Chief among these is that young people consider themselves to be healthy and therefore think they don't need health coverage at all, according to a report from ABC News. Of course, this has long been an issue with the exchanges, and explains why the majority of those who are already enrolled are between the ages of 45 and 64 years old. The so-called "Young Invincible" problem has led to just 24 percent of sign-ups being between 18 and 34, even as the Obama administration originally targeted this group to make up about 40 percent of enrollment.
In addition to this fact, though, many young people seem turned off by the fact that they're going to face far greater costs for coverage than they would have prior to the coverage mandate going into effect, the report said. Many studies have shown their premium costs will skyrocket, even though they will likely be going to the doctor's office as infrequently as ever.
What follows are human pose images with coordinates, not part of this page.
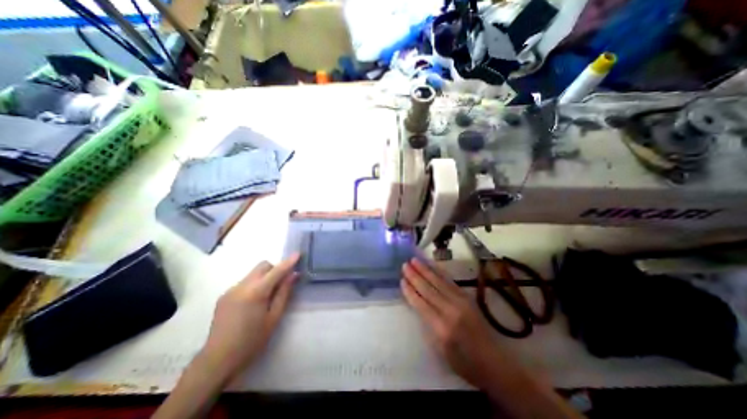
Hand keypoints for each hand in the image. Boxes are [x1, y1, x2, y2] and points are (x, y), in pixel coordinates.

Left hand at [202, 252, 302, 382]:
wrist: (217, 361)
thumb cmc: (252, 341)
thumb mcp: (274, 317)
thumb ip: (284, 293)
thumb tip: (293, 275)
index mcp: (255, 292)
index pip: (276, 270)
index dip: (289, 261)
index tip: (298, 253)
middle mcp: (241, 286)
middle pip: (263, 266)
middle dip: (275, 269)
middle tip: (281, 284)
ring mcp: (230, 290)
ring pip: (253, 273)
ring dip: (265, 277)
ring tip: (267, 297)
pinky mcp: (224, 296)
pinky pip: (245, 282)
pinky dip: (254, 285)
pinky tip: (253, 303)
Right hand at [402, 258, 507, 389]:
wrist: (496, 364)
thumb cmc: (465, 363)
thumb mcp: (441, 350)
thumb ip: (429, 325)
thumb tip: (418, 305)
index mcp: (442, 327)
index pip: (421, 304)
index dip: (410, 291)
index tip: (401, 279)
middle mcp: (451, 310)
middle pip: (428, 289)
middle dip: (415, 276)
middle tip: (405, 264)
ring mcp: (461, 302)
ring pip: (438, 281)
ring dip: (425, 270)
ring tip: (414, 260)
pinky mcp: (468, 297)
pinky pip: (450, 281)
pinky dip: (439, 272)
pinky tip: (432, 266)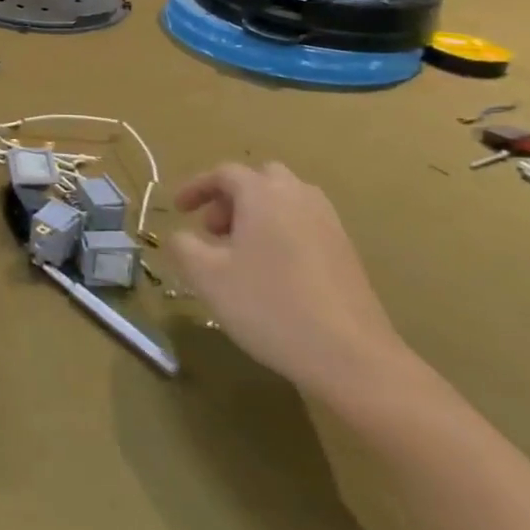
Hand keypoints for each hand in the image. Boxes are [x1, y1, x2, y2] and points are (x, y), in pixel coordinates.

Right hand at [166, 162, 414, 405]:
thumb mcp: (207, 277)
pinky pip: (304, 225)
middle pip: (260, 179)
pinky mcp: (346, 252)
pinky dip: (280, 232)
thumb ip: (183, 246)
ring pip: (286, 201)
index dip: (196, 187)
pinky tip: (271, 272)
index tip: (178, 210)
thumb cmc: (269, 306)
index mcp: (263, 194)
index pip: (224, 173)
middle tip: (213, 230)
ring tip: (240, 252)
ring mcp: (329, 224)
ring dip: (257, 214)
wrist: (351, 356)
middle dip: (231, 197)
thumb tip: (180, 235)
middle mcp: (299, 197)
Other concerns still linger
Even beyond these issues, there's also the fact that young people visiting the emergency room in the event of an urgent medical concern will still face significant costs regardless of whether they have insurance, the report said. These could end up costing thousands of dollars in any event, even with health insurance coverage through the exchanges. Because they generally think of themselves as being healthy, they might be less inclined to obtain a policy that cannot guarantee health costs will be manageable for them in the future. For many young people, going without insurance and therefore also paying the federal fine, cost about a fifth of the cost of buying insurance.
Health insurance issuers may want to join those involved in the final push for enrollment, as it will not only help people to avoid these fines, but also help them to see the benefit that having health insurance can provide them, even if they do not necessarily think they're going to end up needing it.